Nachshon Cohen, Hedda Cohen Indelman, Yaron Fairstein, Guy Kushilevitz

Published: 01 Jan 2024, Last Modified: 30 Sept 2024ECIR (3) 2024EveryoneRevisionsBibTeXCC BY-SA 4.0

Abstract: Negative sample selection has been shown to have a crucial effect on the training procedure of dense retrieval systems. Nevertheless, most existing negative selection methods end by randomly choosing from some pool of samples. This calls for a better sampling solution. We define desired requirements for negative sample selection; the samples chosen should be informative, to advance the learning process, and diverse, to help the model generalize.
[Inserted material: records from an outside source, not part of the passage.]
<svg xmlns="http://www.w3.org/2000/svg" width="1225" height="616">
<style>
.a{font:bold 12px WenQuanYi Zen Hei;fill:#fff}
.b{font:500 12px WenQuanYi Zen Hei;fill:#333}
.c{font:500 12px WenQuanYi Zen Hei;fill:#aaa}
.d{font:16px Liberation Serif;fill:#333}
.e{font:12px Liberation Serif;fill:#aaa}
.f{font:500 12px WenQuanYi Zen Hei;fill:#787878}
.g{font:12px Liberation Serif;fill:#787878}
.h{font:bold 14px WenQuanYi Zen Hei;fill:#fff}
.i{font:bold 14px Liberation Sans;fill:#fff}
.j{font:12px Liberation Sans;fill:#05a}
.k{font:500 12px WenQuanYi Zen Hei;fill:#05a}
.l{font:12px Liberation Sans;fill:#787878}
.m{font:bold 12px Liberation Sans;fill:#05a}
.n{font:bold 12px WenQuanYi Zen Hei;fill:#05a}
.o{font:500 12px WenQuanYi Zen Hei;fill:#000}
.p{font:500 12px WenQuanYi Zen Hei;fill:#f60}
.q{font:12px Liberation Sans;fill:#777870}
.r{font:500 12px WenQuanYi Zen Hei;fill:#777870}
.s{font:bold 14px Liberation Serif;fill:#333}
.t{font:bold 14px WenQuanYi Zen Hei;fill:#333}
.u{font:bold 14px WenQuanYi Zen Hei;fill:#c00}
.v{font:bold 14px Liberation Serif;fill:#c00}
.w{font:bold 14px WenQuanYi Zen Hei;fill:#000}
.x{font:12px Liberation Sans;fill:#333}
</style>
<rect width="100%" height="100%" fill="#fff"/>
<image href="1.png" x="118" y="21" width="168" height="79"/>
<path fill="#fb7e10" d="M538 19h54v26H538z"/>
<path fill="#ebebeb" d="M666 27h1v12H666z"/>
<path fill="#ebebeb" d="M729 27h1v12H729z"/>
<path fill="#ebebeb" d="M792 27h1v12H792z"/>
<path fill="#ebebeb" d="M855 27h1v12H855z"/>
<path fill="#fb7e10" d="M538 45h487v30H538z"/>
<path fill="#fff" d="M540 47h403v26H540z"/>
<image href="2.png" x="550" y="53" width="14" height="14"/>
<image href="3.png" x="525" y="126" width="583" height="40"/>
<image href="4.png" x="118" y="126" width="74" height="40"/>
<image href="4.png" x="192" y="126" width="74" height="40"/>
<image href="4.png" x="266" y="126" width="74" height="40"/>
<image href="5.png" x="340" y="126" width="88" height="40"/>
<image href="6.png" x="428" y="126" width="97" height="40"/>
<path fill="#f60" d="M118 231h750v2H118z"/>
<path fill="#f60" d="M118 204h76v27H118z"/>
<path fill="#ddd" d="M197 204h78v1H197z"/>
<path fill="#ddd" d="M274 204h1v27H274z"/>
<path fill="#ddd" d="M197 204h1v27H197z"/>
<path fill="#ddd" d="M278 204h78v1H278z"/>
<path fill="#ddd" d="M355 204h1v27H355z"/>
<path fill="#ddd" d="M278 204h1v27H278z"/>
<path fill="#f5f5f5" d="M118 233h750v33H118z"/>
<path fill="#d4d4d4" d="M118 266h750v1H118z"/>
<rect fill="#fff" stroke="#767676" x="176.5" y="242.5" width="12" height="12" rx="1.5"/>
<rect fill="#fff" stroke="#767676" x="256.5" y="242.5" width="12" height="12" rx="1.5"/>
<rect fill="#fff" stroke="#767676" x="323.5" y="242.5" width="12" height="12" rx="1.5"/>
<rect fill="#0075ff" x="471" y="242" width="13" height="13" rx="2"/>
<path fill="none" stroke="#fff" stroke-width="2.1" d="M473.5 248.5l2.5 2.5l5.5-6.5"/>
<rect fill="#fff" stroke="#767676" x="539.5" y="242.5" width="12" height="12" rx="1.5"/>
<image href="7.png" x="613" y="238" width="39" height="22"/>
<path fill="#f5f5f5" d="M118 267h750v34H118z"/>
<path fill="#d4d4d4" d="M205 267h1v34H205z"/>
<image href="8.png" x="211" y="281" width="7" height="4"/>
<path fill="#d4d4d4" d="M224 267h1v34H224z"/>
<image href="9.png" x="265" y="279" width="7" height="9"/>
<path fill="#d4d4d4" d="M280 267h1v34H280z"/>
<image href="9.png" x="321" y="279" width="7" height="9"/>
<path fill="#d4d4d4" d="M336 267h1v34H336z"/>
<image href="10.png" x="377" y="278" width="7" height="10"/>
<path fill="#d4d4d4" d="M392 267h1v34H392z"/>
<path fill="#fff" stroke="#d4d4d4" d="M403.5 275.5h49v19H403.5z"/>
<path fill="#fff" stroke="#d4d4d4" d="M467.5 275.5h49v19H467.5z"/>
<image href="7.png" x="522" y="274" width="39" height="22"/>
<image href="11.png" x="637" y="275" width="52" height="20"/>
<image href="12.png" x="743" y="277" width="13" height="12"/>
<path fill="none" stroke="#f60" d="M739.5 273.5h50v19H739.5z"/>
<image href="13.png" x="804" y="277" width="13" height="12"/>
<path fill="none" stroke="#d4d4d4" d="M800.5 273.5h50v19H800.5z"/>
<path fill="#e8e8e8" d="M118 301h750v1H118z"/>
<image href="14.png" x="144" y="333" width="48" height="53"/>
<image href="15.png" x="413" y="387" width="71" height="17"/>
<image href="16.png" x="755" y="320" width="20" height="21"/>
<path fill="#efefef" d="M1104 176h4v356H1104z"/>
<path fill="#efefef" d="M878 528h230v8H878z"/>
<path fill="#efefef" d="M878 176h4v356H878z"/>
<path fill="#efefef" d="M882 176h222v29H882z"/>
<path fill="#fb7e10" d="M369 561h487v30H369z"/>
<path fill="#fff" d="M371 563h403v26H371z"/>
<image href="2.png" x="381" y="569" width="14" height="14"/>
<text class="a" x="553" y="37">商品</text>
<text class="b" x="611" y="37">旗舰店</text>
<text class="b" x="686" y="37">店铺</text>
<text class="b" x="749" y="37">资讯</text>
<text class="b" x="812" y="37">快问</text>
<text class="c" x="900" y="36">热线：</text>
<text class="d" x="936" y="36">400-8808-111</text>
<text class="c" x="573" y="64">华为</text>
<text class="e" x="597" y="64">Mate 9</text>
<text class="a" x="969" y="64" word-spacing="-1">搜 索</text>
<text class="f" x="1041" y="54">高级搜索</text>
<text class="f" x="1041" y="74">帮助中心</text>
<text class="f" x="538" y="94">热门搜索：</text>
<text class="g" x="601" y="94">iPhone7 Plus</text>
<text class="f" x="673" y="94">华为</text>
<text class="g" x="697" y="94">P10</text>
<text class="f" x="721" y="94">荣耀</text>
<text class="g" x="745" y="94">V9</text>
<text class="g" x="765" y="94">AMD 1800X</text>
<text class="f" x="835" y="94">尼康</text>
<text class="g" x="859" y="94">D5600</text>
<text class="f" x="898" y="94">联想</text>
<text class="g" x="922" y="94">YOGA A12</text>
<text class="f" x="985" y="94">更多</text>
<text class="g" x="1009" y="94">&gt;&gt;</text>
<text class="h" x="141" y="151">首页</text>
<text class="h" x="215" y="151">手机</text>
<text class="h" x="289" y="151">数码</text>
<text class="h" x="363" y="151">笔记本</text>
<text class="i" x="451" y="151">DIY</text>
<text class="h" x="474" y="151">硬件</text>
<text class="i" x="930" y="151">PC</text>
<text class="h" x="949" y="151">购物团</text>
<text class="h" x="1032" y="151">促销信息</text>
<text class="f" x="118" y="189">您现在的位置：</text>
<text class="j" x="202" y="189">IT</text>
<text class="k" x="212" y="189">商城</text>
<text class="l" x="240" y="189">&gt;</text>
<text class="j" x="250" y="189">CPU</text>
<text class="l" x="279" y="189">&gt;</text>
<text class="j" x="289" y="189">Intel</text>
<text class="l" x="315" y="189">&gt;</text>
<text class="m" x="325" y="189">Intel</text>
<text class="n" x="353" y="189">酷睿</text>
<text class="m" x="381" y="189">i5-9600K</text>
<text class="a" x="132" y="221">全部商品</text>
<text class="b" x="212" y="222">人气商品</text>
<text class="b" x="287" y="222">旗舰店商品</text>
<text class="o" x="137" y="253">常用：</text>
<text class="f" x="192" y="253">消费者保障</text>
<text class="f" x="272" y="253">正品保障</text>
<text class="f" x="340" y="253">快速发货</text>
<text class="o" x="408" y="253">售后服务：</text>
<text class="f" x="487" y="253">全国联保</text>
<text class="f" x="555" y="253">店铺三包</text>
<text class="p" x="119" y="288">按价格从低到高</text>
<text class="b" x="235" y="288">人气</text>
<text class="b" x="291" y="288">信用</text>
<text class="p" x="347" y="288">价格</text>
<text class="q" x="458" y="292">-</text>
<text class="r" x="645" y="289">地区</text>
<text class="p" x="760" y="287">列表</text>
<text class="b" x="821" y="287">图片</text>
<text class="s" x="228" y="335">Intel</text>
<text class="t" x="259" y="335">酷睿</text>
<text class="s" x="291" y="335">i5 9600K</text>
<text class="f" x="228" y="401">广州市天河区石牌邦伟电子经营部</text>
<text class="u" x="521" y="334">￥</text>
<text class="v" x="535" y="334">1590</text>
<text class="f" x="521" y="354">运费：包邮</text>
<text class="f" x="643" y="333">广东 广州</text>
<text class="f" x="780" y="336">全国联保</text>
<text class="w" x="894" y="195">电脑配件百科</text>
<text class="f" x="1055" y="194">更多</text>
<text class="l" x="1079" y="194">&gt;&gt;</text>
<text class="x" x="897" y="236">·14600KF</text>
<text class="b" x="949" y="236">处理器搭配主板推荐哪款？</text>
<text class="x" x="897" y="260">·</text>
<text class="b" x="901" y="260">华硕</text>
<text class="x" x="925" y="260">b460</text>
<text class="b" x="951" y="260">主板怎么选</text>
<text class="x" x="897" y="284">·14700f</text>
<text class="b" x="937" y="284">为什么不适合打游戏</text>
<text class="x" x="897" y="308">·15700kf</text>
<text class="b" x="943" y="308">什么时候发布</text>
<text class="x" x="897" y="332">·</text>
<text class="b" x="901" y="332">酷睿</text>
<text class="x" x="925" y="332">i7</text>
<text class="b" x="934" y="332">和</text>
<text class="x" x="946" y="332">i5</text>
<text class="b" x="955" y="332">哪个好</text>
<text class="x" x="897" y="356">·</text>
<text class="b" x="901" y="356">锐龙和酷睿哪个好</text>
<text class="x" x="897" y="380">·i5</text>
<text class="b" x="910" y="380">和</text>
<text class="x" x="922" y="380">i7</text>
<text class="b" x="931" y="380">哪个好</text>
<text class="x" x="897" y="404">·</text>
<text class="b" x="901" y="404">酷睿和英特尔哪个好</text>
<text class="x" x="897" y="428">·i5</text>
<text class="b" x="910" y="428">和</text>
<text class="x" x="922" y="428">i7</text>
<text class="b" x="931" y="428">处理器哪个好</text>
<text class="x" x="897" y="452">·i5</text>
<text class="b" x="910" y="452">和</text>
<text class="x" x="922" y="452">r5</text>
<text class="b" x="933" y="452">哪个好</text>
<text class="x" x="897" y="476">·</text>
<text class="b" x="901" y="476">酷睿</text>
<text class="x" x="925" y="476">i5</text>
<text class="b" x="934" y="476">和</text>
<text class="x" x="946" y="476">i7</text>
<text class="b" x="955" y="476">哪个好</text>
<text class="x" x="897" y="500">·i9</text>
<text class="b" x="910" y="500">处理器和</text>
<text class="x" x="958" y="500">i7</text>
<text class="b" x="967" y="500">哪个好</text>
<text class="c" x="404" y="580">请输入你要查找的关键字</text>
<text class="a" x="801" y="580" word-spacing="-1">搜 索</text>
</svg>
We compose a sampling method designed to meet these requirements, and show that using our sampling method to enhance the training procedure of a recent significant dense retrieval solution (coCondenser) improves the obtained model’s performance. Specifically, we see a \(\sim 2\%\) improvement in MRR@10 on the MS MARCO dataset (from 38.2 to 38.8) and a \(\sim 1.5\%\) improvement in Recall@5 on the Natural Questions dataset (from \(71\%\) to \(72.1\%\)), both statistically significant. Our solution, as opposed to other methods, does not require training or inferencing a large model, and adds only a small overhead (\(\sim 1\%\) added time) to the training procedure. Finally, we report ablation studies showing that the objectives defined are indeed important when selecting negative samples for dense retrieval.